Security Considerations
Embedding API keys directly in a client-side Expo app is risky—they can be extracted via reverse engineering. For anything beyond a prototype:
- Use a backend proxy: Route API calls through Cloudflare Workers or Vercel Edge Functions. Your key never leaves the server.
- Implement rate limiting: Cap usage per user to control costs and prevent abuse.
- Never expose keys in the client bundle:
EXPO_PUBLIC_variables are fine for development, but strip them before App Store submission.

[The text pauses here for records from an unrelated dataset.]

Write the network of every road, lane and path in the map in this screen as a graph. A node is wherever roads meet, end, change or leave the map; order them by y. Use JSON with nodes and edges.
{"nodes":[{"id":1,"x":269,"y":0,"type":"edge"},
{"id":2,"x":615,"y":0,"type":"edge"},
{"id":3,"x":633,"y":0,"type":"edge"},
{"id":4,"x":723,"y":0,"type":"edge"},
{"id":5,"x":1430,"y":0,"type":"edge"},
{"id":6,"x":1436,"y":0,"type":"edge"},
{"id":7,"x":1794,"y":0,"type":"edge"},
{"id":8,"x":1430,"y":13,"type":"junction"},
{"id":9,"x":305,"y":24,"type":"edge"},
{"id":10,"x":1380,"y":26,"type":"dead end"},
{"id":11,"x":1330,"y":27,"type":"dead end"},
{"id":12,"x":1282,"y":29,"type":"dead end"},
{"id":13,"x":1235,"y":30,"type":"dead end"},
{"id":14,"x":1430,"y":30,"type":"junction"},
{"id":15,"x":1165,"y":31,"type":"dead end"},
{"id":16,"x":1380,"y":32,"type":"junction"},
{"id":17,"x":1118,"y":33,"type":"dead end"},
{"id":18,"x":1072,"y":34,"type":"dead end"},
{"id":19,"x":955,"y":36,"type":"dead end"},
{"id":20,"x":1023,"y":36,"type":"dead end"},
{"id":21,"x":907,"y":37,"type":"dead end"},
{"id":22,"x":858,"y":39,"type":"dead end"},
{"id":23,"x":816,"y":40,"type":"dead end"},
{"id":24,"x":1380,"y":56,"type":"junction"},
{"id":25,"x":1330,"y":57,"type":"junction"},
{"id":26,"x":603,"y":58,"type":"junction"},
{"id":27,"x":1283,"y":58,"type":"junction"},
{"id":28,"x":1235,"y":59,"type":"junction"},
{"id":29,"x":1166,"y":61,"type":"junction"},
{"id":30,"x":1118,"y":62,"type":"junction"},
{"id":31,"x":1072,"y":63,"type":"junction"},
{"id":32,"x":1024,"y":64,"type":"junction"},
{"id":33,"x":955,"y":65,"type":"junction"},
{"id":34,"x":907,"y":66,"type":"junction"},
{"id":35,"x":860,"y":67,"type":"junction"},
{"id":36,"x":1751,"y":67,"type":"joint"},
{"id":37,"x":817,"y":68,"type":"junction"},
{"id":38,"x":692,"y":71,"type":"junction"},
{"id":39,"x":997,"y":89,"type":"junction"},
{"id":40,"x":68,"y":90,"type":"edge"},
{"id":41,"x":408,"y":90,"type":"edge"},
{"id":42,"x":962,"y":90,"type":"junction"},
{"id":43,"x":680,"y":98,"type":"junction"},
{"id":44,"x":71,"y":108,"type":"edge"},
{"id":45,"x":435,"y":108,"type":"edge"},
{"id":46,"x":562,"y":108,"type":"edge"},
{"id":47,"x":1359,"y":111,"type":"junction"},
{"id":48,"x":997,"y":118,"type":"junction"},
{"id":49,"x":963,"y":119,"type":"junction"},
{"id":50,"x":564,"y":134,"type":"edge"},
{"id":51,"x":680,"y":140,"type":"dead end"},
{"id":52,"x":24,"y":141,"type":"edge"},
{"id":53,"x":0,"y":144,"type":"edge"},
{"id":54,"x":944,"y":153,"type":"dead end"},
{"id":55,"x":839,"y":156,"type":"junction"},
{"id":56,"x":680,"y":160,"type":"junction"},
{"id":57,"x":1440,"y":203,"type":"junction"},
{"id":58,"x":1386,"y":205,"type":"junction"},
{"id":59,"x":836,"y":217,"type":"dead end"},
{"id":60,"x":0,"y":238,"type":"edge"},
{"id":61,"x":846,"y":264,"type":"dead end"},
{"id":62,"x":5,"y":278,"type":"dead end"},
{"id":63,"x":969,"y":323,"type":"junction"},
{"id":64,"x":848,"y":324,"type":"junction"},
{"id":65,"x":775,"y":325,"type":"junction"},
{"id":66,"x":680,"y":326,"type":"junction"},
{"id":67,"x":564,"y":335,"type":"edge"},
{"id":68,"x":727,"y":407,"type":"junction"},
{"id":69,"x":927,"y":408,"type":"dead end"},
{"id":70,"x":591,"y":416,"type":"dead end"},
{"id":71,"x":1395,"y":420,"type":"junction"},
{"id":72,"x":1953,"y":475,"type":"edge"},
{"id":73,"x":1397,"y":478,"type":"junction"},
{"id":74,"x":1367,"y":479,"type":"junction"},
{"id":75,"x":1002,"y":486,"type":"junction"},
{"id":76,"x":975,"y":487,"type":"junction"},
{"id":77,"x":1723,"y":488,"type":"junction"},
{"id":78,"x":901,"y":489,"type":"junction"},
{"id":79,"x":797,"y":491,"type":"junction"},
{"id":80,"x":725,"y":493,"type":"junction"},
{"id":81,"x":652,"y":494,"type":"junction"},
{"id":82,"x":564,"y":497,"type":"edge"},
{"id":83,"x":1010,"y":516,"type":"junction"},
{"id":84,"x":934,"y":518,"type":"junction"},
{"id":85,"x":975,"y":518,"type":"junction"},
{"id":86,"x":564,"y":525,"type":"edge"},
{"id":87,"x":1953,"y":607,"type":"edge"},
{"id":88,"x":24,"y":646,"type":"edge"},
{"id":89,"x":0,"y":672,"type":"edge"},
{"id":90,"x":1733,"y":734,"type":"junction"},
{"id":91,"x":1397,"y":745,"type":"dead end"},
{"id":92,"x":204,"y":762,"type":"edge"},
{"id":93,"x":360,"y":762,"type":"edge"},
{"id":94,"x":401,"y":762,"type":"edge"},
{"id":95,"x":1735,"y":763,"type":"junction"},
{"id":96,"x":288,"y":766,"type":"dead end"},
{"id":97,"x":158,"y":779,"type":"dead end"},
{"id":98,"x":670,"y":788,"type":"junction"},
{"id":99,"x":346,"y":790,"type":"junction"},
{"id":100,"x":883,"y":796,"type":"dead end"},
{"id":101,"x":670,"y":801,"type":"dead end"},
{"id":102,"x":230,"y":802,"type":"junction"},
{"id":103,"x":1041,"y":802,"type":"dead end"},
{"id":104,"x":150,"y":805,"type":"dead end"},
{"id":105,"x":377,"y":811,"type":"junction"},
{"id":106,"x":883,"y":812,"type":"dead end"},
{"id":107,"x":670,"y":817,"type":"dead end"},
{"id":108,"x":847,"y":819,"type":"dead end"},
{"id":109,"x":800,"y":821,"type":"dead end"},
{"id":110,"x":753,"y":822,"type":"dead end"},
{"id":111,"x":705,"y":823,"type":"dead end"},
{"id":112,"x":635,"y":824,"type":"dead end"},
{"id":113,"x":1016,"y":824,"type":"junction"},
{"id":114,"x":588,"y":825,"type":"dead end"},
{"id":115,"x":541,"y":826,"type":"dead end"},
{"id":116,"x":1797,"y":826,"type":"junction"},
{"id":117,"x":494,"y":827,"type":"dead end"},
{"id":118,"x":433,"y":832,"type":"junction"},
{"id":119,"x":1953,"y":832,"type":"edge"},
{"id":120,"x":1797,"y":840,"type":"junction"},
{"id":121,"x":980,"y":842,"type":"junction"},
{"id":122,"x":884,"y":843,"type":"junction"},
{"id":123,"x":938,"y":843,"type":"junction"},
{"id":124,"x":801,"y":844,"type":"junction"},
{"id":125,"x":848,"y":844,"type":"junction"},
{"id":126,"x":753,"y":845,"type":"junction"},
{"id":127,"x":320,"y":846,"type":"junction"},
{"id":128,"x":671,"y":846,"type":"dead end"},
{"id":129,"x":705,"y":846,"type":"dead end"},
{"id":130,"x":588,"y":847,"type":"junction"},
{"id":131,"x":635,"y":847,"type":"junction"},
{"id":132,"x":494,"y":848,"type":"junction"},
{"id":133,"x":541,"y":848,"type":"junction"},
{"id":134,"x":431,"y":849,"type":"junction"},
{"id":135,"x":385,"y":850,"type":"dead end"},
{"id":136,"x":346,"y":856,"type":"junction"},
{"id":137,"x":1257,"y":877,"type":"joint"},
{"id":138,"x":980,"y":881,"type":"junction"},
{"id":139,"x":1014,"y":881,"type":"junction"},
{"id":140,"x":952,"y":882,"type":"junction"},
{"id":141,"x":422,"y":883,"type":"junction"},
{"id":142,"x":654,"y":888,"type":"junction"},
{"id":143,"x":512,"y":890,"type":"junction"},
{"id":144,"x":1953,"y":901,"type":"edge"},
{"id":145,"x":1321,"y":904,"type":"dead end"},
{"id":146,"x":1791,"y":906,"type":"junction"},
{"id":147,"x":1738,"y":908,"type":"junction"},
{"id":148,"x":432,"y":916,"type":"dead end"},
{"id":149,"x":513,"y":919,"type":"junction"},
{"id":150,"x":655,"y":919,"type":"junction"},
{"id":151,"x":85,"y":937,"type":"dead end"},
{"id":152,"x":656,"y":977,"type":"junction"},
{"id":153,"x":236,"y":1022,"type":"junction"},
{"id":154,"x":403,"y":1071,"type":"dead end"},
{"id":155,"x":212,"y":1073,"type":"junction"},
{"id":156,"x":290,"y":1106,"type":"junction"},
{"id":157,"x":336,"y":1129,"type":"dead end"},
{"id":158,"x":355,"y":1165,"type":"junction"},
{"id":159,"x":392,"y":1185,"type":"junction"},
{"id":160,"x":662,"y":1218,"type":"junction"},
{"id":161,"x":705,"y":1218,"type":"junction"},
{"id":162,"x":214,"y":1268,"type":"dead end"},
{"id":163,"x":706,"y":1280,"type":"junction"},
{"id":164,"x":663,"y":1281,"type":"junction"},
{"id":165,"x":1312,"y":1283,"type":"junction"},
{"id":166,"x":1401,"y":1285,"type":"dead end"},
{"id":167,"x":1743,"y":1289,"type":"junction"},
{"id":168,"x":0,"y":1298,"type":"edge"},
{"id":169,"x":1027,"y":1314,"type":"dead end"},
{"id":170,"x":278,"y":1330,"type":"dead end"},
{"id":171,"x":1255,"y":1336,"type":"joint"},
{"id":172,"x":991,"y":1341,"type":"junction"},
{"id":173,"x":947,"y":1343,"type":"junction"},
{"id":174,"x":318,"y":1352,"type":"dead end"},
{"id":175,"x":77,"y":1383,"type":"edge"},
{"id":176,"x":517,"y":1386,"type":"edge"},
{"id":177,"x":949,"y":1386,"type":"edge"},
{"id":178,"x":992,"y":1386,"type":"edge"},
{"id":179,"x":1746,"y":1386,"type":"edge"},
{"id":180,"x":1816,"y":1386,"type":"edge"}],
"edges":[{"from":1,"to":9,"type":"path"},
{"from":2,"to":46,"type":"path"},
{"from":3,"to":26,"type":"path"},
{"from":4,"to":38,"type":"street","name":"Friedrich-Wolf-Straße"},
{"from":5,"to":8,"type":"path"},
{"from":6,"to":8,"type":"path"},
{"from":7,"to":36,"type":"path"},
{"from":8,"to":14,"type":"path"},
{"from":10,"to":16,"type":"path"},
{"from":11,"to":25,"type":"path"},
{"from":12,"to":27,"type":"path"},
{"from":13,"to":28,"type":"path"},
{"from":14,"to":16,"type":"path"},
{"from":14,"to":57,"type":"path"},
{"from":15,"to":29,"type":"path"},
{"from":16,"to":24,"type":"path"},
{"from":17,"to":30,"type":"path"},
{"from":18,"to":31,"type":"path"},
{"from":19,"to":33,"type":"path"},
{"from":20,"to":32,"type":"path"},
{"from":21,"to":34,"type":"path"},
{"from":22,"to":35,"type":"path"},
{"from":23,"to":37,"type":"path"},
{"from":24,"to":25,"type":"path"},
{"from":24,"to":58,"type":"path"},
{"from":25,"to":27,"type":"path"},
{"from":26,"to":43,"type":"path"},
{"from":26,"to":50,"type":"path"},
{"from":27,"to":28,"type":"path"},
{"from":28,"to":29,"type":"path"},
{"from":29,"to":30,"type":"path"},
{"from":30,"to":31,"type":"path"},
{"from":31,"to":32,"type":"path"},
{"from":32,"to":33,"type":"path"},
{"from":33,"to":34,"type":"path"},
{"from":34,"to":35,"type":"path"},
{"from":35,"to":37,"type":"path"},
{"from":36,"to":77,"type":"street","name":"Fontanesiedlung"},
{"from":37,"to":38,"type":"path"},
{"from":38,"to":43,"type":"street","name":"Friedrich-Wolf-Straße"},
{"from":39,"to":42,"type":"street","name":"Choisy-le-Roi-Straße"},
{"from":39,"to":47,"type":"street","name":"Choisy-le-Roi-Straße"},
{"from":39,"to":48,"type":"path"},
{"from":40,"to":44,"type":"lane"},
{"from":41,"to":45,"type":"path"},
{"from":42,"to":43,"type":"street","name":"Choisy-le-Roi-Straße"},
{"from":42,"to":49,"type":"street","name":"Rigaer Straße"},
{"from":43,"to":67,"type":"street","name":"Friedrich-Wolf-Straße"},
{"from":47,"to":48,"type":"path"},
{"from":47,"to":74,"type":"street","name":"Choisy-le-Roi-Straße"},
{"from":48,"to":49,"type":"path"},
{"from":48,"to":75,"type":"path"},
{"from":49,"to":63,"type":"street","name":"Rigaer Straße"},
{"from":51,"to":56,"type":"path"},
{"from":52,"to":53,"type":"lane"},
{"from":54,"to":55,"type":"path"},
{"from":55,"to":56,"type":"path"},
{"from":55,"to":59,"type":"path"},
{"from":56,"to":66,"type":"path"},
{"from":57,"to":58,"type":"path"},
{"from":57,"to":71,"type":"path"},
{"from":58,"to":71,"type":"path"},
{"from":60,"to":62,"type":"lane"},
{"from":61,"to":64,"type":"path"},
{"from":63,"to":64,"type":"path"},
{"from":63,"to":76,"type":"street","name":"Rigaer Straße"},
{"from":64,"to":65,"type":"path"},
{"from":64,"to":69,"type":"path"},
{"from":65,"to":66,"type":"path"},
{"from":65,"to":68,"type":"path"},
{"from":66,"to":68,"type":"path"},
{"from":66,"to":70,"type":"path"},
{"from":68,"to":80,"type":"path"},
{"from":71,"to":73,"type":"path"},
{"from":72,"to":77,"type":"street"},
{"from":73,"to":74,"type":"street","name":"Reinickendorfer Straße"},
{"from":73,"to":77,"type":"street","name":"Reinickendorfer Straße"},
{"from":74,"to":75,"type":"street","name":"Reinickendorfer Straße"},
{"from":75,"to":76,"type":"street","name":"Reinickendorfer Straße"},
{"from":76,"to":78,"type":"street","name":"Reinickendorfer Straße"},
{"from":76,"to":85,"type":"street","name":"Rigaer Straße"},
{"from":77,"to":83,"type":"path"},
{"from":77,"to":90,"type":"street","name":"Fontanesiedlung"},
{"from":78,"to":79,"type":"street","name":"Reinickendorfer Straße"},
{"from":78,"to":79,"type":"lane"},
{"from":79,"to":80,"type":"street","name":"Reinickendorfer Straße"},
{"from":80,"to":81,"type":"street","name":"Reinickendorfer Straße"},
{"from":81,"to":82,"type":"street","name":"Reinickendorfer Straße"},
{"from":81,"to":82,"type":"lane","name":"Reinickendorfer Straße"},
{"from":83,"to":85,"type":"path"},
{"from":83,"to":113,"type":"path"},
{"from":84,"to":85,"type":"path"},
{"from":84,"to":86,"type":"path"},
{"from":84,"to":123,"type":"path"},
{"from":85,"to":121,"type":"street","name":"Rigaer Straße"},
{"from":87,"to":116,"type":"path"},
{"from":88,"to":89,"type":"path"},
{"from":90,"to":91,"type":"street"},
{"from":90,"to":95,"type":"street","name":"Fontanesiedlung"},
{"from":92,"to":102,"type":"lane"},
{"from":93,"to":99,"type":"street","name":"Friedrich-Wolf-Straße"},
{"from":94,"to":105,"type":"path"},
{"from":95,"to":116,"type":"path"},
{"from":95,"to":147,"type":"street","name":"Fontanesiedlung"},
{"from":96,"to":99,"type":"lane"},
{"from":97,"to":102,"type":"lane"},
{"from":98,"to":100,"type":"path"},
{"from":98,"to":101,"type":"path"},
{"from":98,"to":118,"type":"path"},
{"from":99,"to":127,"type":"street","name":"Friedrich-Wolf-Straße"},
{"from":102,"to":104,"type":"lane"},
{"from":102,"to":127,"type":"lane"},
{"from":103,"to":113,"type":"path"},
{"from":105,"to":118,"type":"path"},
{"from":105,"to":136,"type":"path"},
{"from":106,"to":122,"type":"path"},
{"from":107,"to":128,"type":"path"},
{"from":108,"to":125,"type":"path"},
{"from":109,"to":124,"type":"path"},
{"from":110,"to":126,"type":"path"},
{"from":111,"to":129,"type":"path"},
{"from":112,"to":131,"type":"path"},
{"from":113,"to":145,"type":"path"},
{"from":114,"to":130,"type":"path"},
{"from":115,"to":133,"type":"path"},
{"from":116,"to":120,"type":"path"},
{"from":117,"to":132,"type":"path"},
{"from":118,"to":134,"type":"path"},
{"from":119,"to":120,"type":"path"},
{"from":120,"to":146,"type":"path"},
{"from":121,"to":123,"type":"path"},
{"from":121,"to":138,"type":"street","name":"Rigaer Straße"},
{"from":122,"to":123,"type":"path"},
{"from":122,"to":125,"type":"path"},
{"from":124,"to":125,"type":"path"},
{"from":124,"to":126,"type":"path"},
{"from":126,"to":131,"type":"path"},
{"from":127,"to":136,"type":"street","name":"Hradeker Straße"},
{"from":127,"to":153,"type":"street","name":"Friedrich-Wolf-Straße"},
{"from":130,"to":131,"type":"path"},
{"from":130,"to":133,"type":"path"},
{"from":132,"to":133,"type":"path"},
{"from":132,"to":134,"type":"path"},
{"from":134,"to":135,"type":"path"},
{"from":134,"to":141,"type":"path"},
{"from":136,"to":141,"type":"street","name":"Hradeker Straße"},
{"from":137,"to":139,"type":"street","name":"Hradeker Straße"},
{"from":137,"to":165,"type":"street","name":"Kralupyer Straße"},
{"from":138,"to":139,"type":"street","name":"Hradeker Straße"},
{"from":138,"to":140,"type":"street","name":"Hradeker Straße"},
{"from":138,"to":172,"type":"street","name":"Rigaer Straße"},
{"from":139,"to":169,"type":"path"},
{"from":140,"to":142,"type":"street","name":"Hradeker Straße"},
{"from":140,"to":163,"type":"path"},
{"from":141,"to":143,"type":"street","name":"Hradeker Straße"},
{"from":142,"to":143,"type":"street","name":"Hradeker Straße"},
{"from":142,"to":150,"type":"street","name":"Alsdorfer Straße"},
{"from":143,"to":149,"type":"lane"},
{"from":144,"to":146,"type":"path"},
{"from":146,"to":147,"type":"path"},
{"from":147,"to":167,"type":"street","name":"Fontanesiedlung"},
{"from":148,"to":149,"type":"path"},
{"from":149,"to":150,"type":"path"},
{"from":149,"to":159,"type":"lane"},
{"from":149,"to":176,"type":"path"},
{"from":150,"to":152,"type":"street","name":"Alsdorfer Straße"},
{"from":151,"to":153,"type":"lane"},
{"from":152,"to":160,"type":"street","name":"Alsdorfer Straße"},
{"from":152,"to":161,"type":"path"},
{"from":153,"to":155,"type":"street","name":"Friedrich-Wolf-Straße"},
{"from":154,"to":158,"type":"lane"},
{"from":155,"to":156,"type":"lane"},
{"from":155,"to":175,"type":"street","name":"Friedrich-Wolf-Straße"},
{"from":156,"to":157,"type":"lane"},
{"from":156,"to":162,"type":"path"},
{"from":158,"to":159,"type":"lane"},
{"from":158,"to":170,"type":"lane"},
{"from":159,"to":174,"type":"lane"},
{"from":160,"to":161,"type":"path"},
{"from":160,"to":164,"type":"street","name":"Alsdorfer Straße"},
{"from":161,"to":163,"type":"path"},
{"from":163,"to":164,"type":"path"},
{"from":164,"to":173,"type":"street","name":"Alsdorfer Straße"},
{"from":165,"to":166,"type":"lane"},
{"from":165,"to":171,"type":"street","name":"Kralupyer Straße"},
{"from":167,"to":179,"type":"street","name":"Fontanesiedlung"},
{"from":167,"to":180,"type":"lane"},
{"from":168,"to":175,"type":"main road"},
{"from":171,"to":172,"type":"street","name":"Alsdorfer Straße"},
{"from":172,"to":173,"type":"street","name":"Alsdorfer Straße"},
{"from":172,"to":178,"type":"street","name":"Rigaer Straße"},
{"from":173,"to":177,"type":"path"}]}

This may feel like extra complexity, but Cloudflare Workers can be set up in under 30 minutes—well worth the investment before launch.
Building for the Wait
AI API calls typically take 1–5 seconds. That's long enough to feel slow if you don't handle it well. In your Rork-generated screens, add skeleton loaders or subtle progress indicators:
const [isLoading, setIsLoading] = useState(false);
const [result, setResult] = useState('');
const handleSubmit = async () => {
setIsLoading(true);
const response = await callClaude(inputText);
setResult(response);
setIsLoading(false);
};Just tell Rork in chat: "Show a skeleton UI while the AI response is loading" and it'll generate a polished loading state to match your existing screens.
Monetization That Works
AI API costs are real, but they pair naturally with subscription models. A simple freemium structure:
- Free tier: 10 AI requests per month
- Pro plan: Unlimited, $4.99/month
This model makes your cost ceiling predictable and your unit economics clear before you scale. In-App Purchase can be implemented in Rork with a simple prompt.
Putting It All Together
Combining Rork with Claude and Gemini lets indie developers compete with well-funded teams on product intelligence. The key insights:
- Use Rork to build UI fast; use AI APIs to make it smart
- Gemini is excellent for images; Claude excels at nuanced language tasks
- A backend proxy is non-negotiable before App Store launch
- Loading states matter more than you think—polish them
Ship something small, ship it fast, and let the AI layer do the heavy thinking. That's the indie developer playbook for 2026.